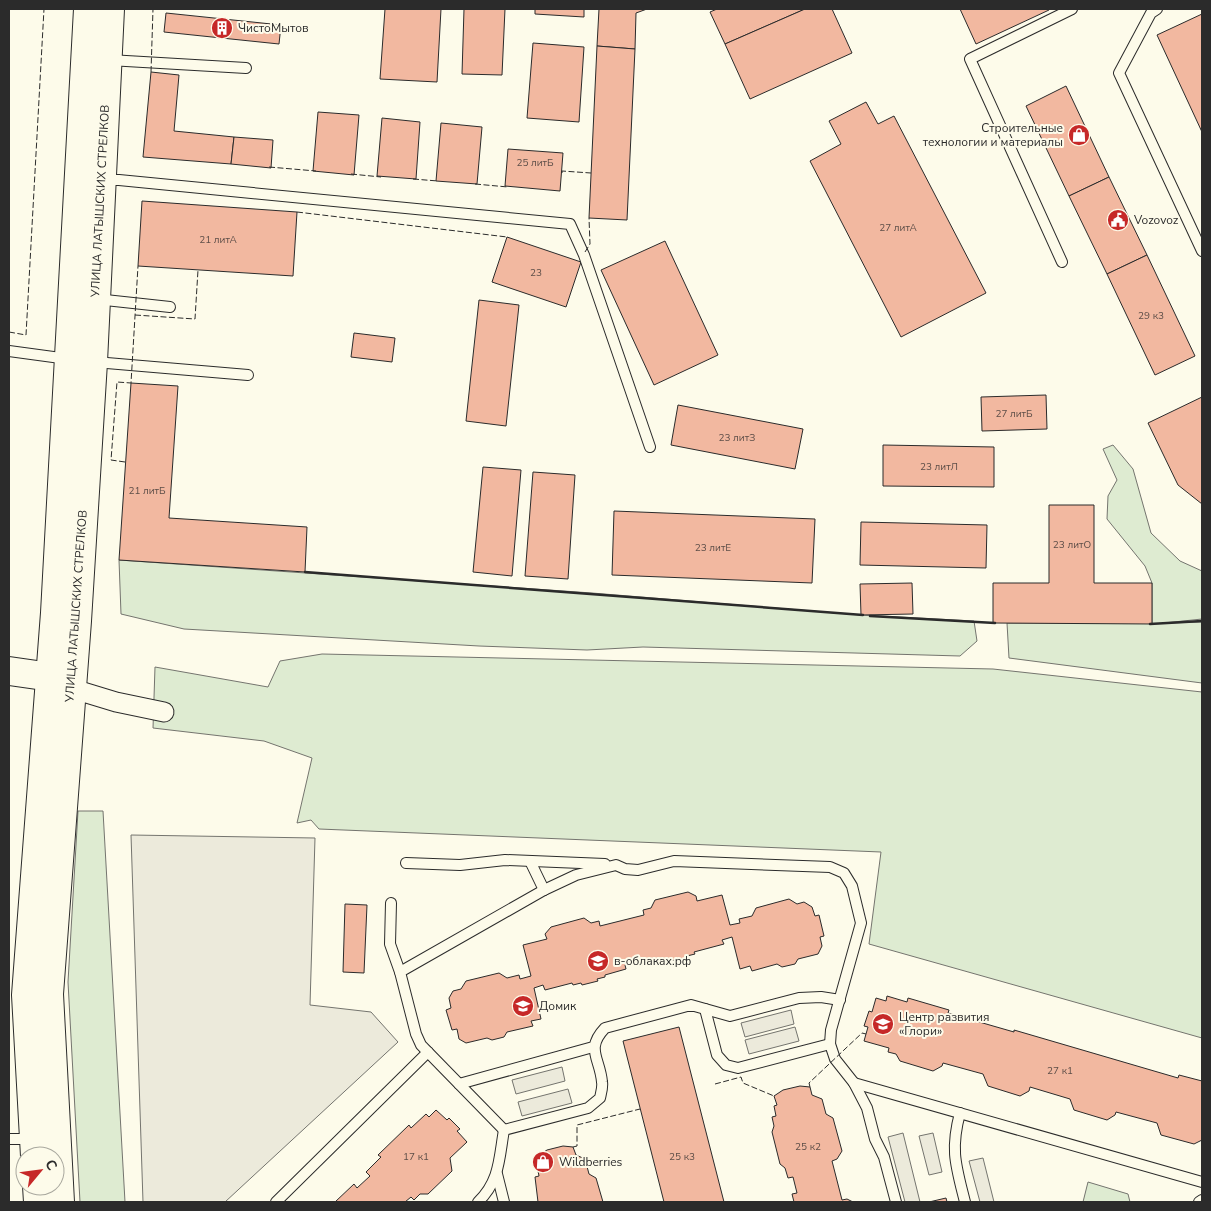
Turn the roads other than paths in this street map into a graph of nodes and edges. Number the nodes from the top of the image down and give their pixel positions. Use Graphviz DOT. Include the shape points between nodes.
graph roads {
  1 [pos="88,9"];
  2 [pos="110,9"];
  3 [pos="1072,9"];
  4 [pos="1157,9"];
  5 [pos="96,59"];
  6 [pos="246,68"];
  7 [pos="90,179"];
  8 [pos="1202,251"];
  9 [pos="1062,262"];
  10 [pos="95,299"];
  11 [pos="170,307"];
  12 [pos="9,351"];
  13 [pos="81,361"];
  14 [pos="248,375"];
  15 [pos="650,447"];
  16 [pos="9,671"];
  17 [pos="57,686"];
  18 [pos="9,689"];
  19 [pos="164,712"];
  20 [pos="530,862"];
  21 [pos="406,863"];
  22 [pos="616,865"];
  23 [pos="544,890"];
  24 [pos="391,902"];
  25 [pos="400,972"];
  26 [pos="840,1000"];
  27 [pos="705,1009"];
  28 [pos="830,1044"];
  29 [pos="593,1048"];
  30 [pos="428,1052"];
  31 [pos="854,1083"];
  32 [pos="459,1084"];
  33 [pos="960,1113"];
  34 [pos="504,1130"];
  35 [pos="26,1145"];
  36 [pos="497,1174"];
  37 [pos="1202,1182"];
  38 [pos="1202,1200"];
  39 [pos="60,1202"];
  40 [pos="276,1202"];
  41 [pos="478,1202"];
  42 [pos="504,1202"];
  43 [pos="896,1202"];
  44 [pos="966,1202"];
  45 [pos="1200,1202"];
  1 -- 5 [label="street, УЛИЦА ЛАТЫШСКИХ СТРЕЛКОВ"];
  2 -- 5 [label="street, УЛИЦА ЛАТЫШСКИХ СТРЕЛКОВ"];
  3 -- 9 [label="lane" via="970,59"];
  4 -- 8 [label="lane" via="1151,13 1119,73"];
  5 -- 6 [label="lane"];
  5 -- 7 [label="street, УЛИЦА ЛАТЫШСКИХ СТРЕЛКОВ"];
  7 -- 10 [label="street, УЛИЦА ЛАТЫШСКИХ СТРЕЛКОВ"];
  7 -- 13 [label="street, УЛИЦА ЛАТЫШСКИХ СТРЕЛКОВ"];
  7 -- 15 [label="lane" via="570,224 584,255"];
  10 -- 11 [label="lane"];
  10 -- 13 [label="street, УЛИЦА ЛАТЫШСКИХ СТРЕЛКОВ"];
  12 -- 13 [label="lane"];
  13 -- 14 [label="lane"];
  13 -- 17 [label="street, УЛИЦА ЛАТЫШСКИХ СТРЕЛКОВ" via="77,620"];
  16 -- 17 [label="street"];
  17 -- 18 [label="street"];
  17 -- 19 [label="street"];
  17 -- 35 [label="street, УЛИЦА ЛАТЫШСКИХ СТРЕЛКОВ" via="26,995"];
  17 -- 39 [label="street, УЛИЦА ЛАТЫШСКИХ СТРЕЛКОВ" via="65,789 49,994"];
  20 -- 21 [label="lane" via="505,860 460,866"];
  20 -- 22 [label="lane"];
  20 -- 23 [label="lane"];
  22 -- 23 [label="lane" via="576,875"];
  22 -- 26 [label="lane" via="638,870 674,860 830,867 844,873 852,886 861,923"];
  23 -- 25 [label="lane"];
  24 -- 25 [label="lane" via="390,944"];
  25 -- 30 [label="lane" via="416,1034"];
  26 -- 27 [label="lane" via="799,998 730,1016"];
  26 -- 28 [label="lane"];
  27 -- 28 [label="lane" via="717,1055 726,1065 738,1068"];
  27 -- 29 [label="lane" via="691,1005 605,1028 596,1037"];
  28 -- 31 [label="lane" via="835,1059"];
  29 -- 32 [label="lane"];
  29 -- 34 [label="lane" via="603,1082 600,1098 588,1108"];
  30 -- 32 [label="lane"];
  30 -- 40 [label="lane"];
  31 -- 33 [label="lane"];
  31 -- 43 [label="lane" via="867,1108"];
  32 -- 34 [label="lane"];
  33 -- 37 [label="lane"];
  33 -- 44 [label="lane" via="954,1135 954,1156"];
  34 -- 36 [label="lane"];
  36 -- 41 [label="lane" via="490,1191"];
  36 -- 42 [label="lane"];
  38 -- 45 [label="lane"];
}
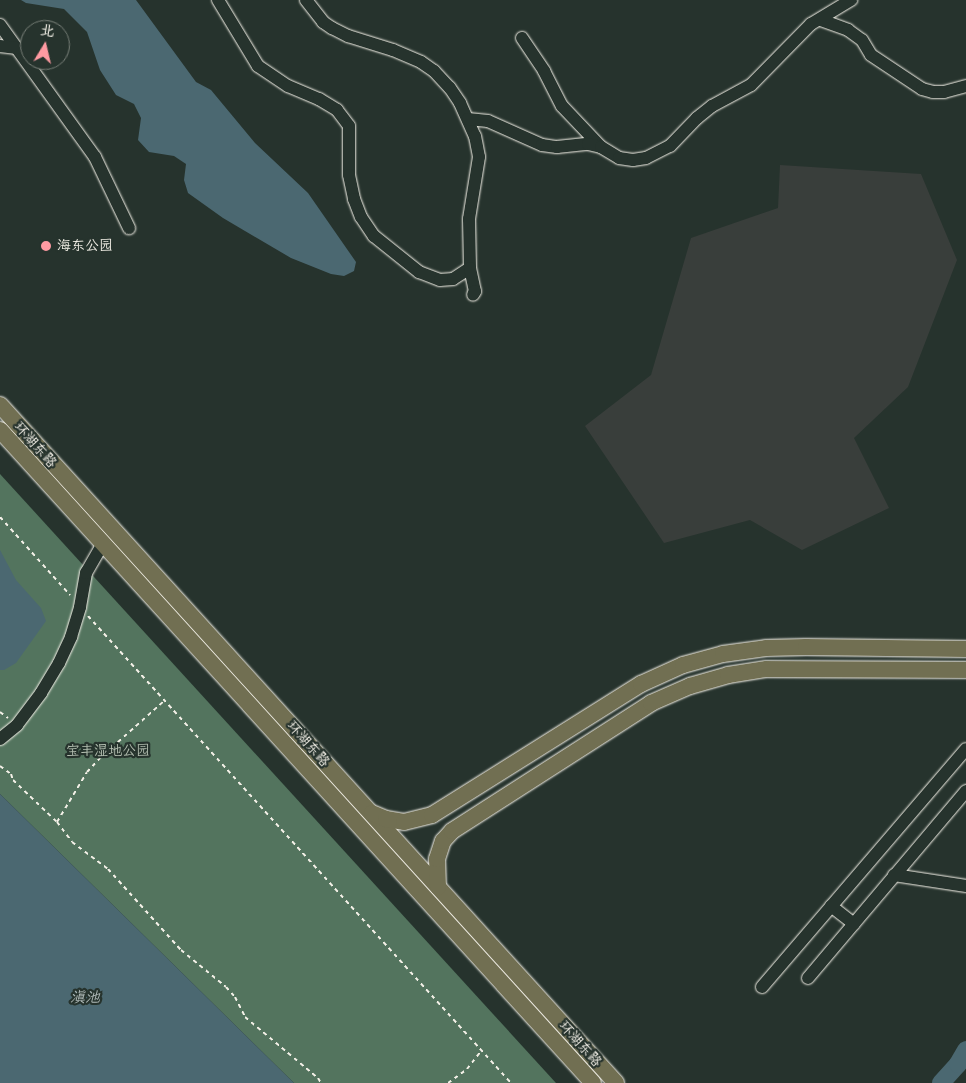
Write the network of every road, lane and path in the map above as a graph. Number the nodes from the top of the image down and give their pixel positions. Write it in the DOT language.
graph roads {
  1 [pos="218,0"];
  2 [pos="306,0"];
  3 [pos="850,0"];
  4 [pos="821,20"];
  5 [pos="0,25"];
  6 [pos="522,38"];
  7 [pos="0,46"];
  8 [pos="17,48"];
  9 [pos="966,86"];
  10 [pos="468,119"];
  11 [pos="601,147"];
  12 [pos="129,228"];
  13 [pos="470,268"];
  14 [pos="473,294"];
  15 [pos="0,405"];
  16 [pos="0,430"];
  17 [pos="0,517"];
  18 [pos="103,544"];
  19 [pos="80,607"];
  20 [pos="966,649"];
  21 [pos="966,670"];
  22 [pos="164,700"];
  23 [pos="0,739"];
  24 [pos="966,749"];
  25 [pos="0,766"];
  26 [pos="966,791"];
  27 [pos="369,812"];
  28 [pos="57,822"];
  29 [pos="894,875"];
  30 [pos="966,886"];
  31 [pos="438,887"];
  32 [pos="831,906"];
  33 [pos="854,924"];
  34 [pos="808,978"];
  35 [pos="762,986"];
  36 [pos="482,1050"];
  37 [pos="321,1083"];
  38 [pos="448,1083"];
  39 [pos="511,1083"];
  40 [pos="593,1083"];
  41 [pos="616,1083"];
  1 -- 13 [label="street"];
  2 -- 10 [label="street"];
  3 -- 4 [label="street"];
  4 -- 9 [label="street"];
  4 -- 11 [label="street"];
  5 -- 8 [label="street"];
  6 -- 11 [label="street"];
  7 -- 8 [label="street"];
  8 -- 12 [label="street"];
  10 -- 11 [label="street"];
  10 -- 13 [label="street"];
  13 -- 14 [label="street"];
  15 -- 27 [label="main road, 环湖东路"];
  16 -- 18 [label="main road, 环湖东路"];
  17 -- 19 [label="path"];
  18 -- 19 [label="street"];
  18 -- 40 [label="main road, 环湖东路"];
  19 -- 22 [label="path"];
  19 -- 23 [label="street"];
  20 -- 27 [label="main road"];
  21 -- 31 [label="main road"];
  22 -- 28 [label="path"];
  22 -- 36 [label="path"];
  24 -- 32 [label="street"];
  25 -- 28 [label="path"];
  26 -- 29 [label="street"];
  27 -- 31 [label="main road, 环湖东路"];
  28 -- 37 [label="path"];
  29 -- 30 [label="street"];
  29 -- 33 [label="street"];
  31 -- 41 [label="main road, 环湖东路"];
  32 -- 33 [label="street"];
  32 -- 35 [label="street"];
  33 -- 34 [label="street"];
  36 -- 38 [label="path"];
  36 -- 39 [label="path"];
}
--------------------
None of the pictures should be carried over when the data above is transcribed exactly.

Turn the roads other than paths in this street map into a graph of nodes and edges. Number the nodes from the top of the image down and give their pixel positions. Use Graphviz DOT. Include the shape points between nodes.
graph roads {
  1 [pos="88,9"];
  2 [pos="110,9"];
  3 [pos="1072,9"];
  4 [pos="1157,9"];
  5 [pos="96,59"];
  6 [pos="246,68"];
  7 [pos="90,179"];
  8 [pos="1202,251"];
  9 [pos="1062,262"];
  10 [pos="95,299"];
  11 [pos="170,307"];
  12 [pos="9,351"];
  13 [pos="81,361"];
  14 [pos="248,375"];
  15 [pos="650,447"];
  16 [pos="9,671"];
  17 [pos="57,686"];
  18 [pos="9,689"];
  19 [pos="164,712"];
  20 [pos="530,862"];
  21 [pos="406,863"];
  22 [pos="616,865"];
  23 [pos="544,890"];
  24 [pos="391,902"];
  25 [pos="400,972"];
  26 [pos="840,1000"];
  27 [pos="705,1009"];
  28 [pos="830,1044"];
  29 [pos="593,1048"];
  30 [pos="428,1052"];
  31 [pos="854,1083"];
  32 [pos="459,1084"];
  33 [pos="960,1113"];
  34 [pos="504,1130"];
  35 [pos="26,1145"];
  36 [pos="497,1174"];
  37 [pos="1202,1182"];
  38 [pos="1202,1200"];
  39 [pos="60,1202"];
  40 [pos="276,1202"];
  41 [pos="478,1202"];
  42 [pos="504,1202"];
  43 [pos="896,1202"];
  44 [pos="966,1202"];
  45 [pos="1200,1202"];
  1 -- 5 [label="street, УЛИЦА ЛАТЫШСКИХ СТРЕЛКОВ"];
  2 -- 5 [label="street, УЛИЦА ЛАТЫШСКИХ СТРЕЛКОВ"];
  3 -- 9 [label="lane" via="970,59"];
  4 -- 8 [label="lane" via="1151,13 1119,73"];
  5 -- 6 [label="lane"];
  5 -- 7 [label="street, УЛИЦА ЛАТЫШСКИХ СТРЕЛКОВ"];
  7 -- 10 [label="street, УЛИЦА ЛАТЫШСКИХ СТРЕЛКОВ"];
  7 -- 13 [label="street, УЛИЦА ЛАТЫШСКИХ СТРЕЛКОВ"];
  7 -- 15 [label="lane" via="570,224 584,255"];
  10 -- 11 [label="lane"];
  10 -- 13 [label="street, УЛИЦА ЛАТЫШСКИХ СТРЕЛКОВ"];
  12 -- 13 [label="lane"];
  13 -- 14 [label="lane"];
  13 -- 17 [label="street, УЛИЦА ЛАТЫШСКИХ СТРЕЛКОВ" via="77,620"];
  16 -- 17 [label="street"];
  17 -- 18 [label="street"];
  17 -- 19 [label="street"];
  17 -- 35 [label="street, УЛИЦА ЛАТЫШСКИХ СТРЕЛКОВ" via="26,995"];
  17 -- 39 [label="street, УЛИЦА ЛАТЫШСКИХ СТРЕЛКОВ" via="65,789 49,994"];
  20 -- 21 [label="lane" via="505,860 460,866"];
  20 -- 22 [label="lane"];
  20 -- 23 [label="lane"];
  22 -- 23 [label="lane" via="576,875"];
  22 -- 26 [label="lane" via="638,870 674,860 830,867 844,873 852,886 861,923"];
  23 -- 25 [label="lane"];
  24 -- 25 [label="lane" via="390,944"];
  25 -- 30 [label="lane" via="416,1034"];
  26 -- 27 [label="lane" via="799,998 730,1016"];
  26 -- 28 [label="lane"];
  27 -- 28 [label="lane" via="717,1055 726,1065 738,1068"];
  27 -- 29 [label="lane" via="691,1005 605,1028 596,1037"];
  28 -- 31 [label="lane" via="835,1059"];
  29 -- 32 [label="lane"];
  29 -- 34 [label="lane" via="603,1082 600,1098 588,1108"];
  30 -- 32 [label="lane"];
  30 -- 40 [label="lane"];
  31 -- 33 [label="lane"];
  31 -- 43 [label="lane" via="867,1108"];
  32 -- 34 [label="lane"];
  33 -- 37 [label="lane"];
  33 -- 44 [label="lane" via="954,1135 954,1156"];
  34 -- 36 [label="lane"];
  36 -- 41 [label="lane" via="490,1191"];
  36 -- 42 [label="lane"];
  38 -- 45 [label="lane"];
}
Write the network of every road, lane and path in the map above as a graph. Number the nodes from the top of the image down and give their pixel positions. Write it in the DOT language.
graph roads {
  1 [pos="218,0"];
  2 [pos="306,0"];
  3 [pos="850,0"];
  4 [pos="821,20"];
  5 [pos="0,25"];
  6 [pos="522,38"];
  7 [pos="0,46"];
  8 [pos="17,48"];
  9 [pos="966,86"];
  10 [pos="468,119"];
  11 [pos="601,147"];
  12 [pos="129,228"];
  13 [pos="470,268"];
  14 [pos="473,294"];
  15 [pos="0,405"];
  16 [pos="0,430"];
  17 [pos="0,517"];
  18 [pos="103,544"];
  19 [pos="80,607"];
  20 [pos="966,649"];
  21 [pos="966,670"];
  22 [pos="164,700"];
  23 [pos="0,739"];
  24 [pos="966,749"];
  25 [pos="0,766"];
  26 [pos="966,791"];
  27 [pos="369,812"];
  28 [pos="57,822"];
  29 [pos="894,875"];
  30 [pos="966,886"];
  31 [pos="438,887"];
  32 [pos="831,906"];
  33 [pos="854,924"];
  34 [pos="808,978"];
  35 [pos="762,986"];
  36 [pos="482,1050"];
  37 [pos="321,1083"];
  38 [pos="448,1083"];
  39 [pos="511,1083"];
  40 [pos="593,1083"];
  41 [pos="616,1083"];
  1 -- 13 [label="street"];
  2 -- 10 [label="street"];
  3 -- 4 [label="street"];
  4 -- 9 [label="street"];
  4 -- 11 [label="street"];
  5 -- 8 [label="street"];
  6 -- 11 [label="street"];
  7 -- 8 [label="street"];
  8 -- 12 [label="street"];
  10 -- 11 [label="street"];
  10 -- 13 [label="street"];
  13 -- 14 [label="street"];
  15 -- 27 [label="main road, 环湖东路"];
  16 -- 18 [label="main road, 环湖东路"];
  17 -- 19 [label="path"];
  18 -- 19 [label="street"];
  18 -- 40 [label="main road, 环湖东路"];
  19 -- 22 [label="path"];
  19 -- 23 [label="street"];
  20 -- 27 [label="main road"];
  21 -- 31 [label="main road"];
  22 -- 28 [label="path"];
  22 -- 36 [label="path"];
  24 -- 32 [label="street"];
  25 -- 28 [label="path"];
  26 -- 29 [label="street"];
  27 -- 31 [label="main road, 环湖东路"];
  28 -- 37 [label="path"];
  29 -- 30 [label="street"];
  29 -- 33 [label="street"];
  31 -- 41 [label="main road, 环湖东路"];
  32 -- 33 [label="street"];
  32 -- 35 [label="street"];
  33 -- 34 [label="street"];
  36 -- 38 [label="path"];
  36 -- 39 [label="path"];
}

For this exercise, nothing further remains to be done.